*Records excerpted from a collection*
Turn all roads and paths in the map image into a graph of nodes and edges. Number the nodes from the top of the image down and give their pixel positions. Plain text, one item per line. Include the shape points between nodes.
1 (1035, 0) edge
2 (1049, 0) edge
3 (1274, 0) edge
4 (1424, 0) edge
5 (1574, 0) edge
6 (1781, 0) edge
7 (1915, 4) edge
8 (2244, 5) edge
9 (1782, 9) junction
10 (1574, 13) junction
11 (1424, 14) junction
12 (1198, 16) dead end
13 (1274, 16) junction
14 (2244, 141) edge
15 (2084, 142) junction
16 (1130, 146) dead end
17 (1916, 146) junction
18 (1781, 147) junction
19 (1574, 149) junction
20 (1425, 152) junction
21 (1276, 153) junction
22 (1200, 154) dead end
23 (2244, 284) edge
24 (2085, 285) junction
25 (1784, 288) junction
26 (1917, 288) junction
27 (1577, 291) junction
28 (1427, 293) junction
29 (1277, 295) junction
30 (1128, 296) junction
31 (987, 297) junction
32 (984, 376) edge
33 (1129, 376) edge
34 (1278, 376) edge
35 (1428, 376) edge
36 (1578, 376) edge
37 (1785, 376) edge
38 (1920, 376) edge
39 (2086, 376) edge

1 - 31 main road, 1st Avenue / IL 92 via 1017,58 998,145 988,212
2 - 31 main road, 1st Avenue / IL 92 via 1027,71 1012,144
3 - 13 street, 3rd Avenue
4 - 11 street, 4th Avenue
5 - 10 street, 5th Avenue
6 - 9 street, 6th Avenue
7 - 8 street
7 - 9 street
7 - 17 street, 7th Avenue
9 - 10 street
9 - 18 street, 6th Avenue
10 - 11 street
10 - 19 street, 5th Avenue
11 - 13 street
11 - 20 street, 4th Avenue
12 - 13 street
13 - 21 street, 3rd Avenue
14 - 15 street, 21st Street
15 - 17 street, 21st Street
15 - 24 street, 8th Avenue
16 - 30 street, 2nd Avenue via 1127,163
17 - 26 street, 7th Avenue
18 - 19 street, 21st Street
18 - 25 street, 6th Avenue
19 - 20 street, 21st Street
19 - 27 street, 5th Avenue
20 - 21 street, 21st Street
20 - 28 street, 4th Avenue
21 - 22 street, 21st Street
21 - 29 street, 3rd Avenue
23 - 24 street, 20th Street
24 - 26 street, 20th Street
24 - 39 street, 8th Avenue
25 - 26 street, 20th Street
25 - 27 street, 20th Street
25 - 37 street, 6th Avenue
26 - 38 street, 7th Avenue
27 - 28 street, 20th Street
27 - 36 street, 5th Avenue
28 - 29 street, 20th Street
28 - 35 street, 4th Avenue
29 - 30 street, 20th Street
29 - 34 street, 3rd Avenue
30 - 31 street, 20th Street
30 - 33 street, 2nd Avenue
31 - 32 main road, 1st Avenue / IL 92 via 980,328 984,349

*HOW TO COMPLETE THIS TASK*
Set all the entries above down again exactly.

*PROBLEM SOLUTION*
Turn all roads and paths in the map image into a graph of nodes and edges. Number the nodes from the top of the image down and give their pixel positions. Plain text, one item per line. Include the shape points between nodes.
1 (1035, 0) edge
2 (1049, 0) edge
3 (1274, 0) edge
4 (1424, 0) edge
5 (1574, 0) edge
6 (1781, 0) edge
7 (1915, 4) edge
8 (2244, 5) edge
9 (1782, 9) junction
10 (1574, 13) junction
11 (1424, 14) junction
12 (1198, 16) dead end
13 (1274, 16) junction
14 (2244, 141) edge
15 (2084, 142) junction
16 (1130, 146) dead end
17 (1916, 146) junction
18 (1781, 147) junction
19 (1574, 149) junction
20 (1425, 152) junction
21 (1276, 153) junction
22 (1200, 154) dead end
23 (2244, 284) edge
24 (2085, 285) junction
25 (1784, 288) junction
26 (1917, 288) junction
27 (1577, 291) junction
28 (1427, 293) junction
29 (1277, 295) junction
30 (1128, 296) junction
31 (987, 297) junction
32 (984, 376) edge
33 (1129, 376) edge
34 (1278, 376) edge
35 (1428, 376) edge
36 (1578, 376) edge
37 (1785, 376) edge
38 (1920, 376) edge
39 (2086, 376) edge

1 - 31 main road, 1st Avenue / IL 92 via 1017,58 998,145 988,212
2 - 31 main road, 1st Avenue / IL 92 via 1027,71 1012,144
3 - 13 street, 3rd Avenue
4 - 11 street, 4th Avenue
5 - 10 street, 5th Avenue
6 - 9 street, 6th Avenue
7 - 8 street
7 - 9 street
7 - 17 street, 7th Avenue
9 - 10 street
9 - 18 street, 6th Avenue
10 - 11 street
10 - 19 street, 5th Avenue
11 - 13 street
11 - 20 street, 4th Avenue
12 - 13 street
13 - 21 street, 3rd Avenue
14 - 15 street, 21st Street
15 - 17 street, 21st Street
15 - 24 street, 8th Avenue
16 - 30 street, 2nd Avenue via 1127,163
17 - 26 street, 7th Avenue
18 - 19 street, 21st Street
18 - 25 street, 6th Avenue
19 - 20 street, 21st Street
19 - 27 street, 5th Avenue
20 - 21 street, 21st Street
20 - 28 street, 4th Avenue
21 - 22 street, 21st Street
21 - 29 street, 3rd Avenue
23 - 24 street, 20th Street
24 - 26 street, 20th Street
24 - 39 street, 8th Avenue
25 - 26 street, 20th Street
25 - 27 street, 20th Street
25 - 37 street, 6th Avenue
26 - 38 street, 7th Avenue
27 - 28 street, 20th Street
27 - 36 street, 5th Avenue
28 - 29 street, 20th Street
28 - 35 street, 4th Avenue
29 - 30 street, 20th Street
29 - 34 street, 3rd Avenue
30 - 31 street, 20th Street
30 - 33 street, 2nd Avenue
31 - 32 main road, 1st Avenue / IL 92 via 980,328 984,349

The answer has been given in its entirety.